*Exercise details*: Among the entries below, tally each line containing "Nordhoff"; respond with the total only.

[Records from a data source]
Start of Block
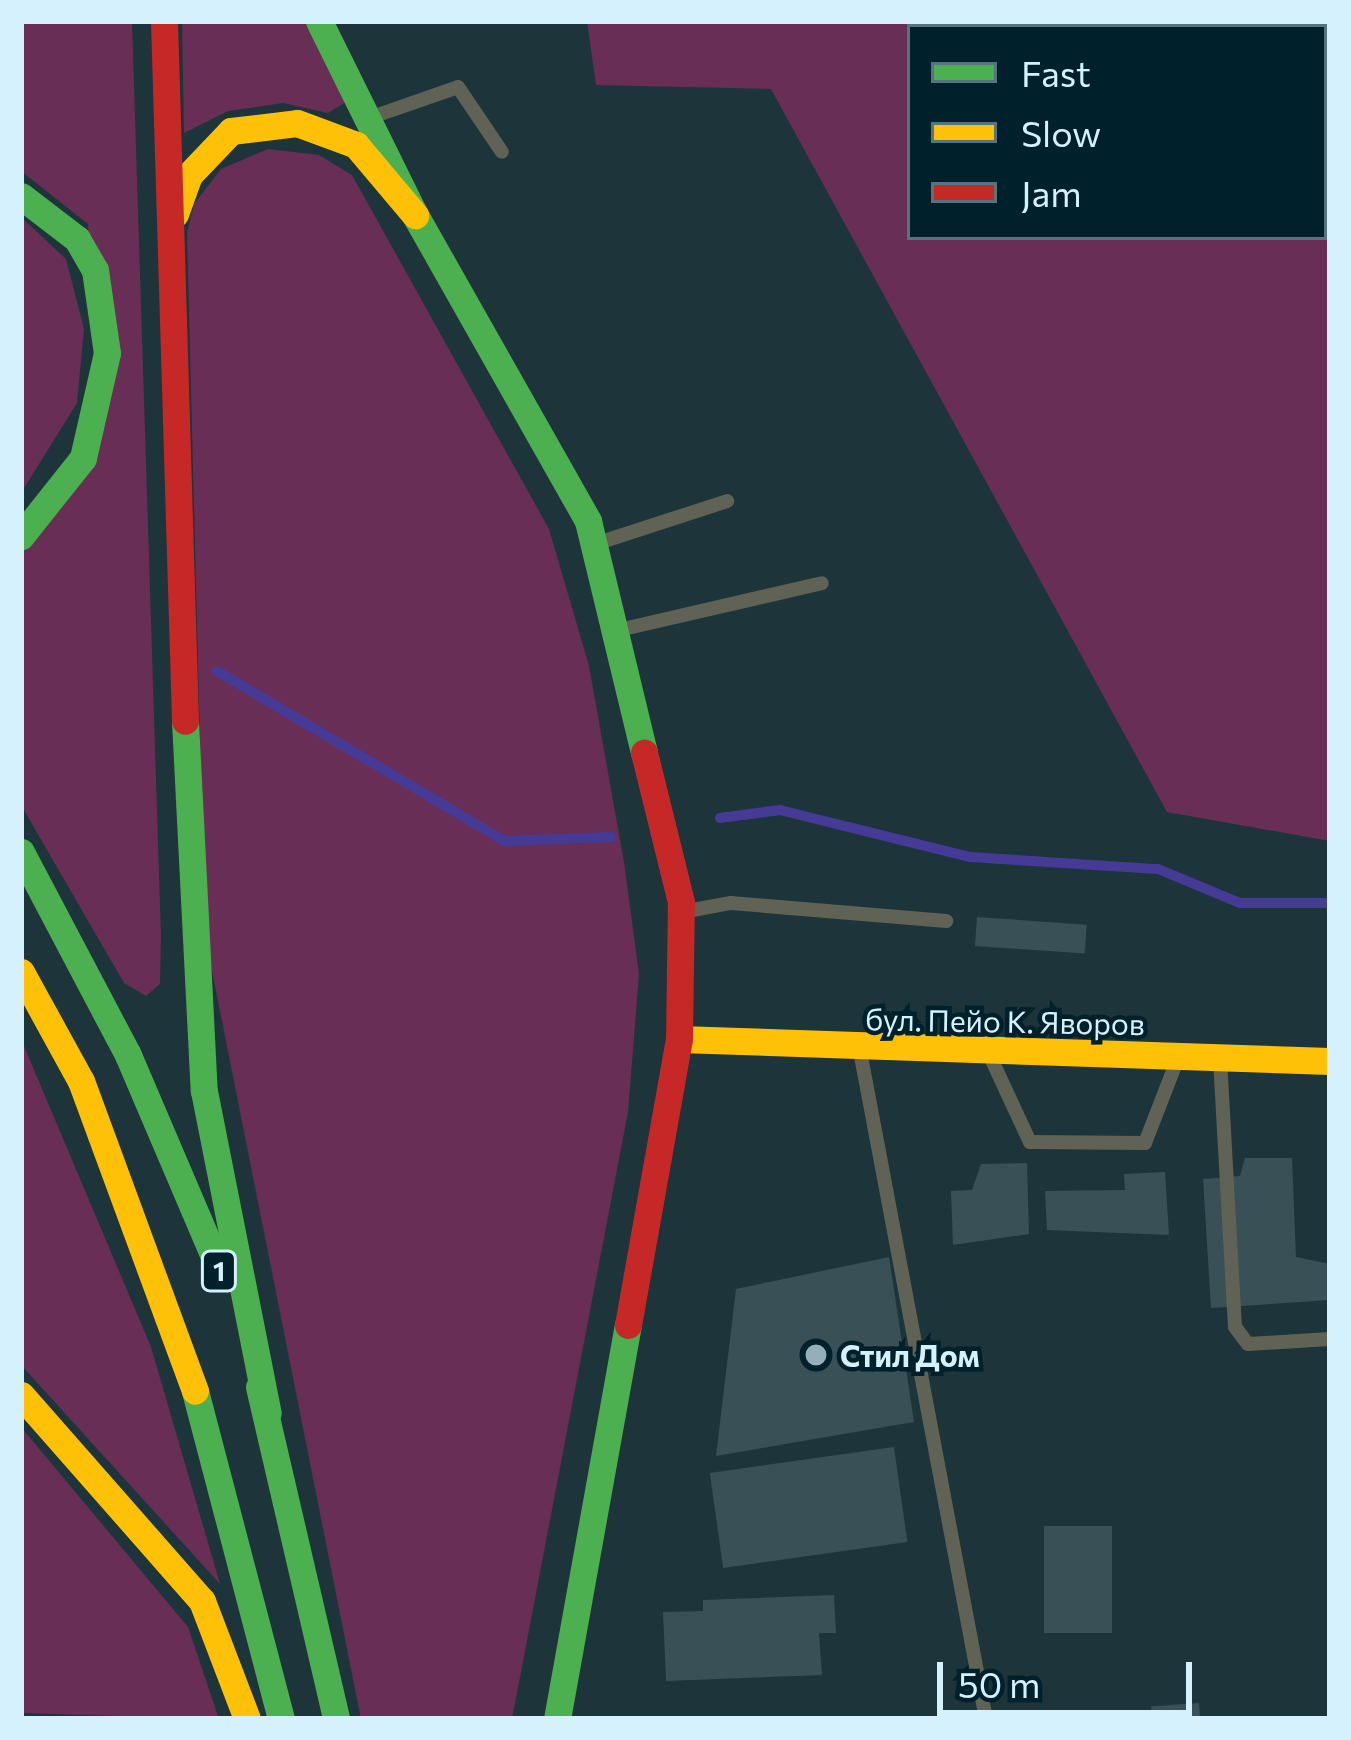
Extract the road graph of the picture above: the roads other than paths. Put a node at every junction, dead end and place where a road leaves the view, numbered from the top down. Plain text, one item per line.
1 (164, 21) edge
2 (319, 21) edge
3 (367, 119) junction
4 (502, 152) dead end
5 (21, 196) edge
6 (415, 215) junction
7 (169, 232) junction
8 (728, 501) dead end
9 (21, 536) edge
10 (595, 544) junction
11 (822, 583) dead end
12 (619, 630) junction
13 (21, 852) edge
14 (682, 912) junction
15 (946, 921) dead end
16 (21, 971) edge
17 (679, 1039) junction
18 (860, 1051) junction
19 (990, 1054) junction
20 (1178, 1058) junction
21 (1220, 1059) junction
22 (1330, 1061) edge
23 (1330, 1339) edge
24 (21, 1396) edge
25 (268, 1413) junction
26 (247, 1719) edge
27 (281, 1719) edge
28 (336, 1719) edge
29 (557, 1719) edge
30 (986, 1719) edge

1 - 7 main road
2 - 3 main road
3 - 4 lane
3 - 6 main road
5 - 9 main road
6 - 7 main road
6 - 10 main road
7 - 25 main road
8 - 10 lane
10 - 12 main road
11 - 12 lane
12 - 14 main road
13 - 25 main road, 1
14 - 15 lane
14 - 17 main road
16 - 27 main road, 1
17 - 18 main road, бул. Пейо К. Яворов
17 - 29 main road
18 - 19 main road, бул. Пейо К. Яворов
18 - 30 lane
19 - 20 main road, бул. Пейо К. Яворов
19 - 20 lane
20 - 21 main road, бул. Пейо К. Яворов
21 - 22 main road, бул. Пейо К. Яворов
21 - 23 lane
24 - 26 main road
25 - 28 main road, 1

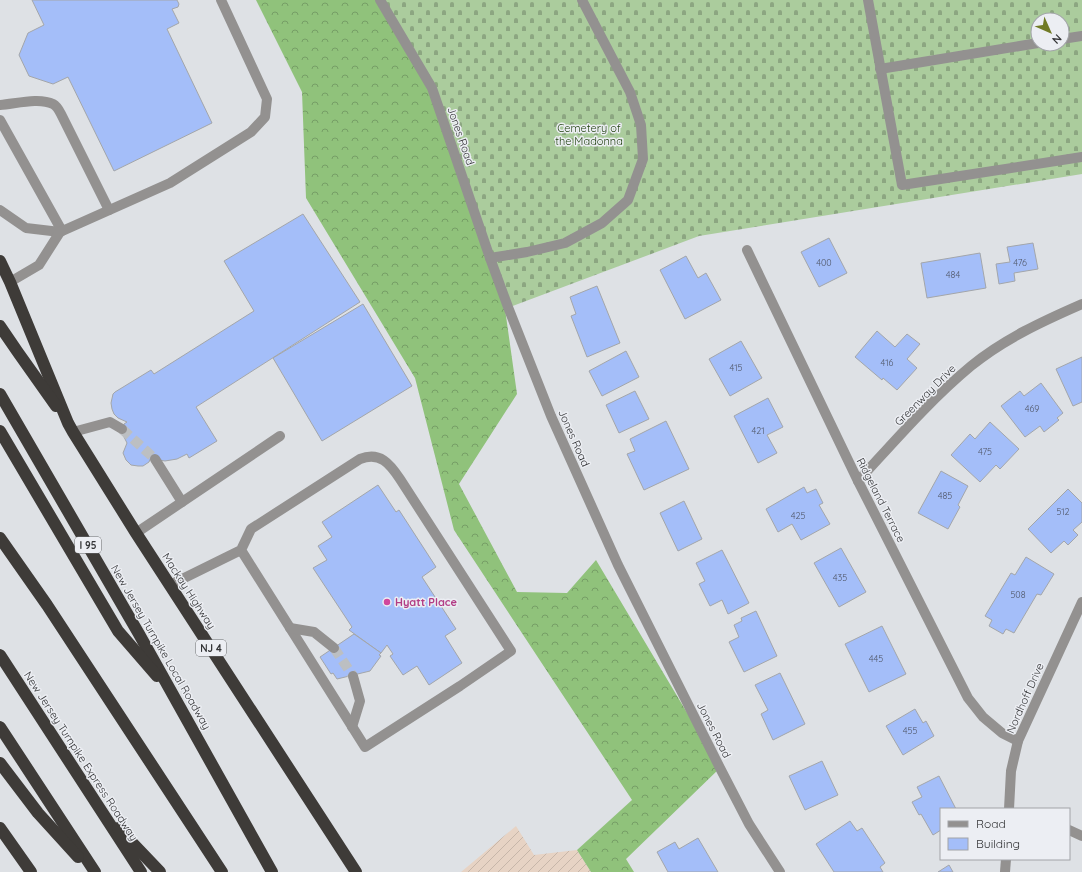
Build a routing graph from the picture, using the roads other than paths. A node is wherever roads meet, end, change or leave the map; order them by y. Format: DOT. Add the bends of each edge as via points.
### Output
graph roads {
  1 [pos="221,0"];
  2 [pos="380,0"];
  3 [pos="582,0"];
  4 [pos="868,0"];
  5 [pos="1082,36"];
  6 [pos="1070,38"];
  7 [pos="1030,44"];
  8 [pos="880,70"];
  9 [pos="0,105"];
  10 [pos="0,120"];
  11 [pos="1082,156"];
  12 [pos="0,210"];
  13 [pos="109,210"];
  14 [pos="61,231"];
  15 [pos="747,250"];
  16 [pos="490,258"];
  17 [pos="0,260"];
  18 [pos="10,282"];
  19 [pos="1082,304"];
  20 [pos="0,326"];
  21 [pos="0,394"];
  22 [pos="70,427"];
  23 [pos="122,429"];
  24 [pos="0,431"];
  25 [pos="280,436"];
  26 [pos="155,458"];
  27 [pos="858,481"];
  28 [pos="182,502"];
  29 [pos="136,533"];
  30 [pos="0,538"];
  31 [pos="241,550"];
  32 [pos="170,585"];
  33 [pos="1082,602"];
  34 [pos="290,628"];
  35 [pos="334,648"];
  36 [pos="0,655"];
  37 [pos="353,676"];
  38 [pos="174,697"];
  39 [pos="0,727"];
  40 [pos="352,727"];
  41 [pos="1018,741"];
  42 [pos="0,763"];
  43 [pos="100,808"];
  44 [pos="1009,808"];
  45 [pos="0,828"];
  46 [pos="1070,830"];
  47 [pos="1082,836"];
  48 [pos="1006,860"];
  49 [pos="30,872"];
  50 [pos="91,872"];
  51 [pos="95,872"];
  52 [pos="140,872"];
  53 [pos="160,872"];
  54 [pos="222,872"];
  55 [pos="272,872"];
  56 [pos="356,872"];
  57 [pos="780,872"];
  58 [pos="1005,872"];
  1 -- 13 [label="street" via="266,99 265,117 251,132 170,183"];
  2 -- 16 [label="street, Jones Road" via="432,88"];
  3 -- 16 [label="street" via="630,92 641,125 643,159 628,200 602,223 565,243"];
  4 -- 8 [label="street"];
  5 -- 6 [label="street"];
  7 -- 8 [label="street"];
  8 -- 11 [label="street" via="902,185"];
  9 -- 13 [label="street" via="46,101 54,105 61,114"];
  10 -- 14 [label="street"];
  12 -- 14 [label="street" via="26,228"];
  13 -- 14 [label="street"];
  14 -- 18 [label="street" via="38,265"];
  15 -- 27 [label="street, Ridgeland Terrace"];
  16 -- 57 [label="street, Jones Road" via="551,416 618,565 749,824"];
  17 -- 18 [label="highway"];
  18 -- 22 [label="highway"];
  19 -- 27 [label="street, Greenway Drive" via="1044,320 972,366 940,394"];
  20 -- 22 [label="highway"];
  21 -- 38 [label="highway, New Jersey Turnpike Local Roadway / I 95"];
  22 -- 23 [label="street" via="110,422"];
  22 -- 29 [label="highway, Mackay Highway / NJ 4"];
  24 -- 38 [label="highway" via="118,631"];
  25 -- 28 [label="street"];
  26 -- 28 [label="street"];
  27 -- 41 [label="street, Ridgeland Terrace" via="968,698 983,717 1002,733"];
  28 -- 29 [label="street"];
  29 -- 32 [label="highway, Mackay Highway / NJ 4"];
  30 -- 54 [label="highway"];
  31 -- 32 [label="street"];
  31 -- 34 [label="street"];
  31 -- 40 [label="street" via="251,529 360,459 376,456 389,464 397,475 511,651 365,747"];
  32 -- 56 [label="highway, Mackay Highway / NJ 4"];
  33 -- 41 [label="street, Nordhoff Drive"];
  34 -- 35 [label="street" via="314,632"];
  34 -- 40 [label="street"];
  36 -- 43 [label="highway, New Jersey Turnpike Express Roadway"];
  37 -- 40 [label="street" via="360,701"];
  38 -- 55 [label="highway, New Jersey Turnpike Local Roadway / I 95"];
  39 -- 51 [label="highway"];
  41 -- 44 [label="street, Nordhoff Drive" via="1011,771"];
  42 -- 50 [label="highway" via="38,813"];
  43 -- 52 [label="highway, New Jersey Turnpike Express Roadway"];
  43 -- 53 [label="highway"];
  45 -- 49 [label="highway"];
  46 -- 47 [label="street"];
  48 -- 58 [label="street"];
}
End of Block
Start of Block
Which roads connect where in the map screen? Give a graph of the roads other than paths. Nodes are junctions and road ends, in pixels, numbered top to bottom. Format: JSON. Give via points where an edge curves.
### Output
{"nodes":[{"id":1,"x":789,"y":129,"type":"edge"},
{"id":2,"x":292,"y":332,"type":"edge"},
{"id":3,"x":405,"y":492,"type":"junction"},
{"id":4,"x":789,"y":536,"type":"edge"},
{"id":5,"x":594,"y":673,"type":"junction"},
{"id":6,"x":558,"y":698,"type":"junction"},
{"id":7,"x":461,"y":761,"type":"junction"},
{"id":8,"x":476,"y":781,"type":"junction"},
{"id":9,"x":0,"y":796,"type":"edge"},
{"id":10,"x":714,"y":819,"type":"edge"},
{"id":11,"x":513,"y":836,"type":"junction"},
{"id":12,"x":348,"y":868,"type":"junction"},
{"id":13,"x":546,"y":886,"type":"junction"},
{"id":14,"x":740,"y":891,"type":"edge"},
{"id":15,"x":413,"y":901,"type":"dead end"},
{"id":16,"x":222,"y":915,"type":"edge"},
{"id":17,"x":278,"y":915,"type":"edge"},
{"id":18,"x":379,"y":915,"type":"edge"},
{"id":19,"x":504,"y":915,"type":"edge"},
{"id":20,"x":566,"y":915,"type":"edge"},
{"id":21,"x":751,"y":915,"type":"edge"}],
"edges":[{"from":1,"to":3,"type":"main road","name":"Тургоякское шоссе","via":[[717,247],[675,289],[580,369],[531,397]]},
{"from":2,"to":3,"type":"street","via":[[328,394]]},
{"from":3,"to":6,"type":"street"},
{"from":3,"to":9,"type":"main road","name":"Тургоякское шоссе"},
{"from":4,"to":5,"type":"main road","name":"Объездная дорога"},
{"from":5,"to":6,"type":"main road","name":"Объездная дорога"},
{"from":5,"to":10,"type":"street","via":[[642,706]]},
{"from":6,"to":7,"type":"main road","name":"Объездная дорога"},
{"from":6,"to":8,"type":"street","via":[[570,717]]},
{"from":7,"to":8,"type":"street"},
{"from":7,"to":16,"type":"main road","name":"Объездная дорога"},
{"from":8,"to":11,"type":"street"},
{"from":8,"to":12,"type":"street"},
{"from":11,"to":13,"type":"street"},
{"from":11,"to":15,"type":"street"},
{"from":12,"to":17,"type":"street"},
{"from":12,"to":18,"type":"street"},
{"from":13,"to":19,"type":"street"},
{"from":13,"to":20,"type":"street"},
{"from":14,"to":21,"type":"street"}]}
End of Block
*Output*: 2